Records supplied:
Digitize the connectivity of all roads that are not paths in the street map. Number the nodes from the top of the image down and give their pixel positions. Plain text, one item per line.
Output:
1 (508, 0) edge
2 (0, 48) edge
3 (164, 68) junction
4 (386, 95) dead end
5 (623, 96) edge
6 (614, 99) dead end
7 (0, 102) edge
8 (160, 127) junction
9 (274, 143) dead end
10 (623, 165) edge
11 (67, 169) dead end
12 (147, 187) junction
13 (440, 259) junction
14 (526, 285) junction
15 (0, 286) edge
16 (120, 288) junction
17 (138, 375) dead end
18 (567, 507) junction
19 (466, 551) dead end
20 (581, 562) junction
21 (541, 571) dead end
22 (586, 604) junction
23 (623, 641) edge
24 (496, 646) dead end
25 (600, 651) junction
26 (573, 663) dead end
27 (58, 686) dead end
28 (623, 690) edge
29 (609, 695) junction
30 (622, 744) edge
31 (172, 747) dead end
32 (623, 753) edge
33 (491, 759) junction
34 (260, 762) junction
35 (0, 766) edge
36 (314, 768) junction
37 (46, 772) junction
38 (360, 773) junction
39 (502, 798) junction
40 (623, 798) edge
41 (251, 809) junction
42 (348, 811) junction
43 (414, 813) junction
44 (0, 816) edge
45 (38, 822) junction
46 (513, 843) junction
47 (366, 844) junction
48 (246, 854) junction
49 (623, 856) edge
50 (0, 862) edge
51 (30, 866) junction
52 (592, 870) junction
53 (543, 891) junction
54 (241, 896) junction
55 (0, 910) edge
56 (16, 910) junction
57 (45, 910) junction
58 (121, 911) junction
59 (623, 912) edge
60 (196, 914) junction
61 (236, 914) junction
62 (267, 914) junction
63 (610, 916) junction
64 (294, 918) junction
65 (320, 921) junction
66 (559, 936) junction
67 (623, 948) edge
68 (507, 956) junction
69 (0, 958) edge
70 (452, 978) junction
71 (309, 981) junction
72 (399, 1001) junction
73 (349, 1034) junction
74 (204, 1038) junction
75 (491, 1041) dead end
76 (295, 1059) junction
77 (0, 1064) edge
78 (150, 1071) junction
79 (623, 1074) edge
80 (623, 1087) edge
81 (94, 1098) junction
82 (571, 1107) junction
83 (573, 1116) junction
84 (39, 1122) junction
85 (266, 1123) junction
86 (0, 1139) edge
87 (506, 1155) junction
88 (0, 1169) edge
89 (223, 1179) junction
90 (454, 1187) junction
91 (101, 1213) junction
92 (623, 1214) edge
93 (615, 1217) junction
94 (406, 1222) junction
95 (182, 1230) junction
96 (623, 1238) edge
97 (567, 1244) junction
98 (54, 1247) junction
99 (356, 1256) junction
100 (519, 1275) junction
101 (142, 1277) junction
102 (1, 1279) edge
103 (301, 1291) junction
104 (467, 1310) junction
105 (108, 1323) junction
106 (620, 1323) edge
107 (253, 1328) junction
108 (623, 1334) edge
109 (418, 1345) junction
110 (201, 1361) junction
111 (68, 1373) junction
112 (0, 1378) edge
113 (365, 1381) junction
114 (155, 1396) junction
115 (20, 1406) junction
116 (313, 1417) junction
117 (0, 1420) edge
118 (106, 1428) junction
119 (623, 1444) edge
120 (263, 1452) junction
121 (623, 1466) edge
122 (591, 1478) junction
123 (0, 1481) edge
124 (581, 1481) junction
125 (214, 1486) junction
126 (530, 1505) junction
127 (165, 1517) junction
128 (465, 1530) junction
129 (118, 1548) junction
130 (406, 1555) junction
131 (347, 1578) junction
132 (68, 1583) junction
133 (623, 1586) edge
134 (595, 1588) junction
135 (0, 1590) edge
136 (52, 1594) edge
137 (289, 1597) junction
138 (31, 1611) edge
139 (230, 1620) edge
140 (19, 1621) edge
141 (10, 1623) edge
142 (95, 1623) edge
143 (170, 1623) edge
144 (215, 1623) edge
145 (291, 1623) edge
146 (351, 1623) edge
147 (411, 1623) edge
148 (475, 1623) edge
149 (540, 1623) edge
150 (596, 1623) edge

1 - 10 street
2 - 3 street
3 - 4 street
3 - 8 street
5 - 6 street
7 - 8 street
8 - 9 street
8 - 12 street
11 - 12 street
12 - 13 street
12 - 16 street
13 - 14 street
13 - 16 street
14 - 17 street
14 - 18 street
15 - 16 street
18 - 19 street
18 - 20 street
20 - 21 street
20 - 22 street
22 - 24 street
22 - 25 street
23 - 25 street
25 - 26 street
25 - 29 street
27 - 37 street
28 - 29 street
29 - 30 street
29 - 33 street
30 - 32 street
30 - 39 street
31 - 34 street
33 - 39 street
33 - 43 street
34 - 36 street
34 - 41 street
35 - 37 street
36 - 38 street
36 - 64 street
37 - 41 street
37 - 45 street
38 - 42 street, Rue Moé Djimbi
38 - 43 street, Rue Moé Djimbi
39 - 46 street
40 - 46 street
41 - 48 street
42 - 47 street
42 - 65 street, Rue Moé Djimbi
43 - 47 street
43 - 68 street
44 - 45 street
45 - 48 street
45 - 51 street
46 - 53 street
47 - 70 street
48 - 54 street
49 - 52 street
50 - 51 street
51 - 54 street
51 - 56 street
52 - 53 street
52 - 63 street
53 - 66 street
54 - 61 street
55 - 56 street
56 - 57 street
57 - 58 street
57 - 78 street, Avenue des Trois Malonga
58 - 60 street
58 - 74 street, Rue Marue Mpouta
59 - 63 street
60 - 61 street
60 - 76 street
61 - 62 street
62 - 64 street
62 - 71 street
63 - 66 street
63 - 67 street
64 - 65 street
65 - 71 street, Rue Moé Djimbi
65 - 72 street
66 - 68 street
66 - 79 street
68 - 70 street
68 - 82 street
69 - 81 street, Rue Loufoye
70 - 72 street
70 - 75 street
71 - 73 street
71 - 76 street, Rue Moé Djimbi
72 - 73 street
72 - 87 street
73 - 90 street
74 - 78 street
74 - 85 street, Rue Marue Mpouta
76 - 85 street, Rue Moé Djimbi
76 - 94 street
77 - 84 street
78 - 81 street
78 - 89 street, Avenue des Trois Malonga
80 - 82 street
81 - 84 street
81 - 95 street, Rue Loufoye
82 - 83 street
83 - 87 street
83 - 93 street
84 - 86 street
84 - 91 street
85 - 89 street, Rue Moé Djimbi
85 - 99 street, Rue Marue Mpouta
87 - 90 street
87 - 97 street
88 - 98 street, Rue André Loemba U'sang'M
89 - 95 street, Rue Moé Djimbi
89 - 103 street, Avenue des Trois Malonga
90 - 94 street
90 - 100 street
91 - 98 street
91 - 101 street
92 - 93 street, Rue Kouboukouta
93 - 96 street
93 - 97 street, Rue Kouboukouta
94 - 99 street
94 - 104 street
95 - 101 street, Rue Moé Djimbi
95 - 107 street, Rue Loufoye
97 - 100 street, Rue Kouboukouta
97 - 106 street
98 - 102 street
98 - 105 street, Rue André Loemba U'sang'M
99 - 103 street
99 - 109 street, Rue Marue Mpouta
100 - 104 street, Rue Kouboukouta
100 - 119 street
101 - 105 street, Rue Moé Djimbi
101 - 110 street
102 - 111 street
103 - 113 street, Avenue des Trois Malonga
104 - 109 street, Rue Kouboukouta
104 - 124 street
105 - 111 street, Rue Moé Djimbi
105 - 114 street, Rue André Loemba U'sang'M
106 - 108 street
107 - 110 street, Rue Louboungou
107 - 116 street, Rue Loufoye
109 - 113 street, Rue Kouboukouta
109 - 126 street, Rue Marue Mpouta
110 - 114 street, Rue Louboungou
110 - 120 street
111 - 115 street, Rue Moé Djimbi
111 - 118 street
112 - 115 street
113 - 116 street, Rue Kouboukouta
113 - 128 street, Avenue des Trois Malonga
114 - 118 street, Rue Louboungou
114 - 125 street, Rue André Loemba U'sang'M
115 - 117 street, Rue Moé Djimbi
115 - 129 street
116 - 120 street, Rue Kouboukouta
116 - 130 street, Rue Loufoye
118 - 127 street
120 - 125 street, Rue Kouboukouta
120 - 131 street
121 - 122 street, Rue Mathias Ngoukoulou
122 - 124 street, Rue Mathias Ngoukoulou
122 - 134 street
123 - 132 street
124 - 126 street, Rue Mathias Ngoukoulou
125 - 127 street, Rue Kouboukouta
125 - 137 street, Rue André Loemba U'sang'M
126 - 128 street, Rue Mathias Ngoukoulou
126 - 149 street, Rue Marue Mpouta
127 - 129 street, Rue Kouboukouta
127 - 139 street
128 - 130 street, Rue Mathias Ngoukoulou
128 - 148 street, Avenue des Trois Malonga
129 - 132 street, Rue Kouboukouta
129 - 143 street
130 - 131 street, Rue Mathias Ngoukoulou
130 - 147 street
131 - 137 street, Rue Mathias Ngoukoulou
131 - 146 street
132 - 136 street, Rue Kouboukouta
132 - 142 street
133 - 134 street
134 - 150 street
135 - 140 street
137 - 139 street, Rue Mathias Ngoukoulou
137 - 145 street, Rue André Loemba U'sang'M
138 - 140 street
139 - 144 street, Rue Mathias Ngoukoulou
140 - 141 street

Your objective:
Lines that contain "Marue" are the result; find them in the entries above and copy each one.

Task solution:
58 - 74 street, Rue Marue Mpouta
74 - 85 street, Rue Marue Mpouta
85 - 99 street, Rue Marue Mpouta
99 - 109 street, Rue Marue Mpouta
109 - 126 street, Rue Marue Mpouta
126 - 149 street, Rue Marue Mpouta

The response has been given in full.